Work to complete — Copy the data exactly. Images are to be left out.
- - -
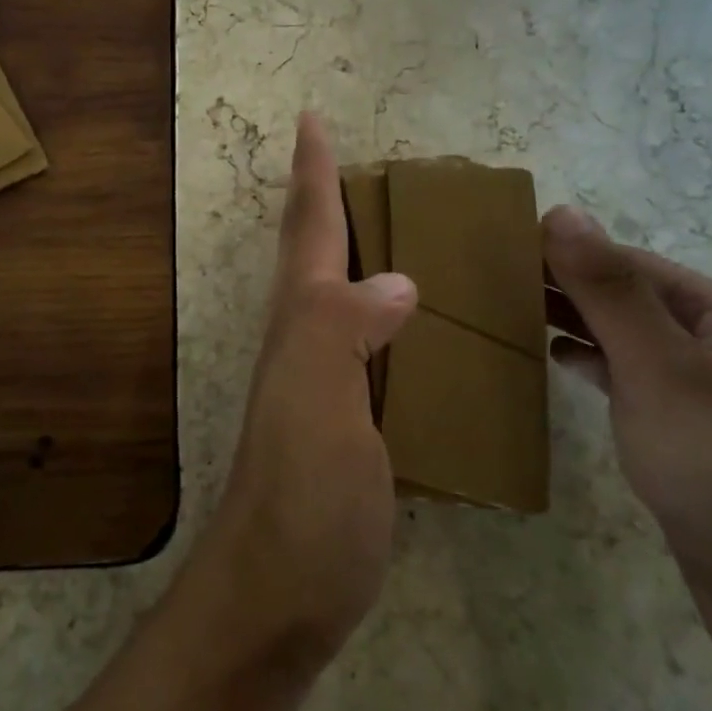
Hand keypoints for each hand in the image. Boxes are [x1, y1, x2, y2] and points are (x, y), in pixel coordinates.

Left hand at [193, 113, 417, 665]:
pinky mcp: (353, 420)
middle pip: (318, 251)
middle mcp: (310, 338)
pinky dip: (396, 315)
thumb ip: (346, 329)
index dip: (313, 171)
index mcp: (304, 320)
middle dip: (335, 198)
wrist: (284, 591)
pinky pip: (378, 344)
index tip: (312, 119)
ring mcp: (329, 380)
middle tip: (371, 162)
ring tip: (407, 224)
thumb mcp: (319, 401)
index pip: (309, 228)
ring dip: (366, 250)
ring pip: (346, 293)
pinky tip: (427, 321)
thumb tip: (398, 279)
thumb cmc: (303, 492)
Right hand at [541, 207, 711, 703]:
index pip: (628, 261)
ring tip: (509, 315)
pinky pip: (637, 388)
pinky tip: (560, 365)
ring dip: (577, 325)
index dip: (564, 250)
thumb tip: (562, 211)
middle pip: (631, 299)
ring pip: (632, 344)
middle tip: (487, 283)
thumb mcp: (664, 371)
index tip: (495, 249)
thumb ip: (611, 291)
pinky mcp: (700, 448)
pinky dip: (596, 369)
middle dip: (566, 286)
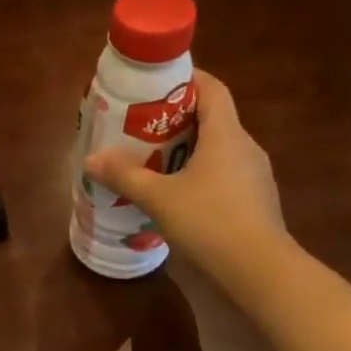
- - -
Response to this exercise —
Hand keypoints for each hand in the image. Boxes are [x1, y1, x2, y2] and points are (x, y), in pixel coordinates.

Left hand at [193, 113, 417, 665]:
pinky mcp: (353, 420)
middle pip: (318, 251)
middle mcp: (310, 338)
pinky dip: (396, 315)
thumb ip: (346, 329)
index dip: (313, 171)
index mcp: (304, 320)
middle dip: (335, 198)
wrist: (284, 591)
pinky pip: (378, 344)
index tip: (312, 119)
ring mcp: (329, 380)
middle tip: (371, 162)
ring tip: (407, 224)
thumb mcp: (319, 401)
index pip: (309, 228)
ring dip: (366, 250)
ring pip: (346, 293)
pinky tip: (427, 321)
thumb tip: (398, 279)
thumb cmc: (303, 492)
Right hand at [541, 207, 711, 703]:
index pip: (628, 261)
ring tip: (509, 315)
pinky pip: (637, 388)
pinky tip: (560, 365)
ring dip: (577, 325)
index dip: (564, 250)
thumb tip: (562, 211)
middle pip: (631, 299)
ring pip: (632, 344)
middle tip: (487, 283)
thumb mcp: (664, 371)
index tip: (495, 249)
thumb ip: (611, 291)
pinky mcp: (700, 448)
pinky dip: (596, 369)
middle dip: (566, 286)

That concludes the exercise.